- Stored data:
=== Section Start ===

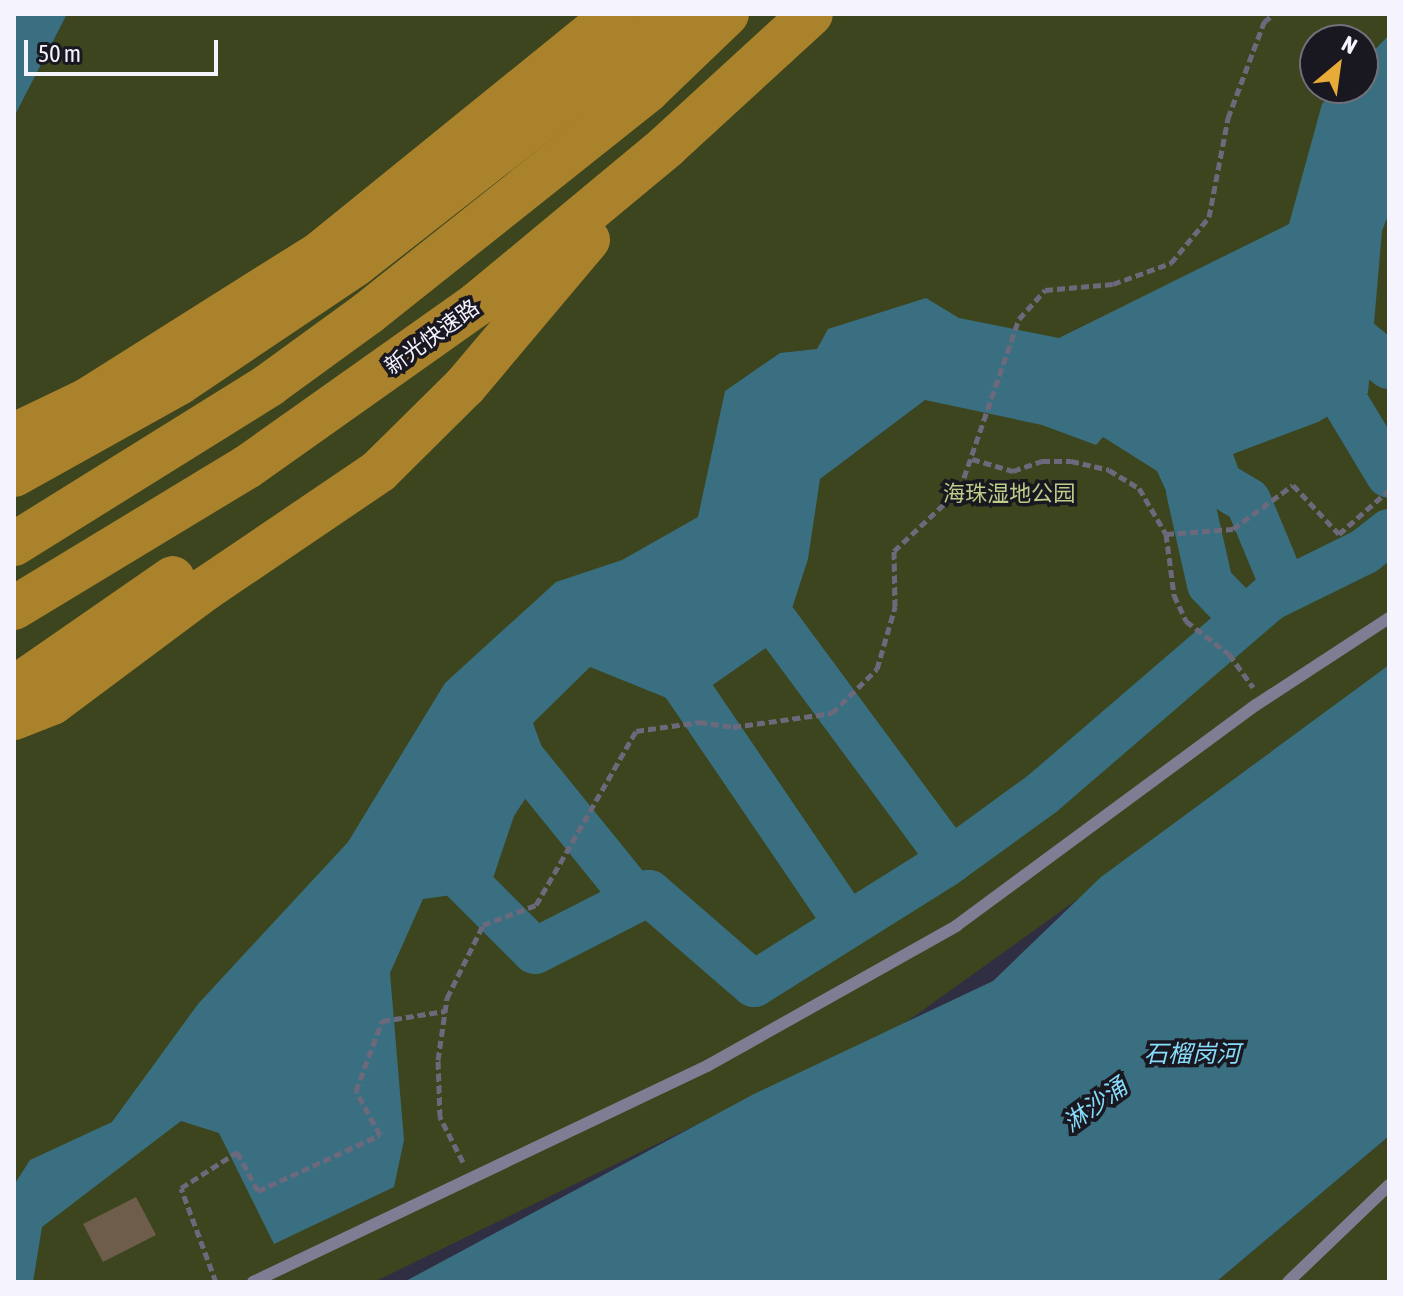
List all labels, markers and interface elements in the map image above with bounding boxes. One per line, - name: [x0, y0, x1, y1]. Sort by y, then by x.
- scale bar: [28, 24, 222, 74]
- north arrow: [1299, 24, 1379, 104]
- text: N: [1338, 30, 1362, 59]
- text: 50 m: [38, 40, 81, 67]
- street label: 新光快速路: [380, 294, 484, 380]
- park label: 海珠湿地公园: [943, 481, 1075, 507]
- water label: 石榴岗河: [1144, 1040, 1240, 1068]
- water label: 淋沙涌: [1057, 1072, 1133, 1138]

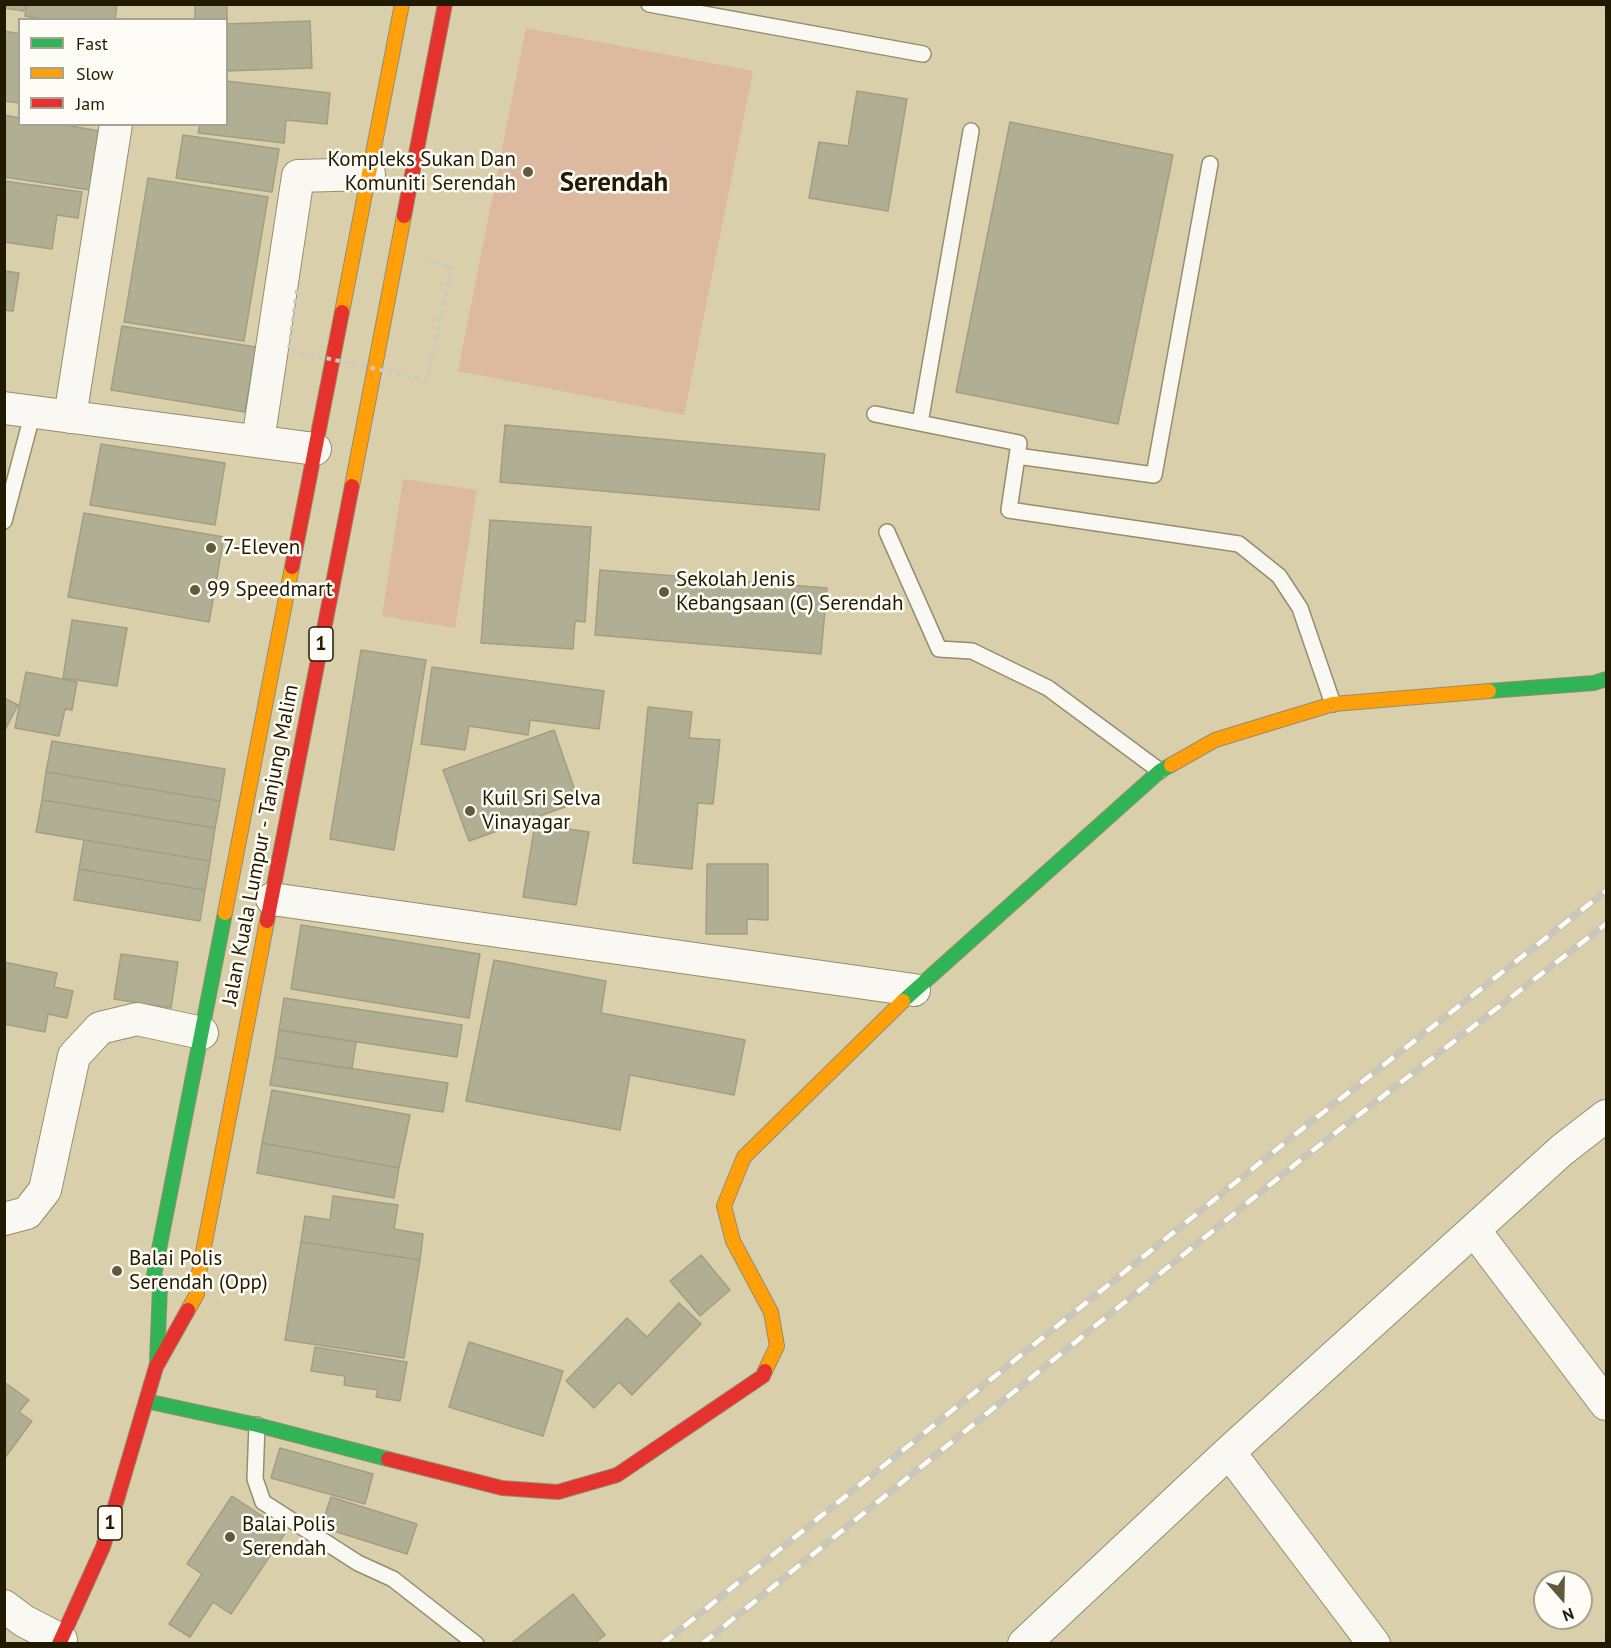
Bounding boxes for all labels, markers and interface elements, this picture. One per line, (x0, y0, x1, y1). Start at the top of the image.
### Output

=== Section End ===

- INSTRUCTIONS TO FOLLOW:
Please give the entries above again exactly as written, leaving out any pictures.

- ANSWER TO THIS TASK:
List all labels, markers and interface elements in the map image above with bounding boxes. One per line, - name: [x0, y0, x1, y1]. Sort by y, then by x.
- scale bar: [28, 24, 222, 74]
- north arrow: [1299, 24, 1379, 104]
- text: N: [1338, 30, 1362, 59]
- text: 50 m: [38, 40, 81, 67]
- street label: 新光快速路: [380, 294, 484, 380]
- park label: 海珠湿地公园: [943, 481, 1075, 507]
- water label: 石榴岗河: [1144, 1040, 1240, 1068]
- water label: 淋沙涌: [1057, 1072, 1133, 1138]

Bounding boxes for all labels, markers and interface elements, this picture. One per line, (x0, y0, x1, y1). Start at the top of the image.
### Output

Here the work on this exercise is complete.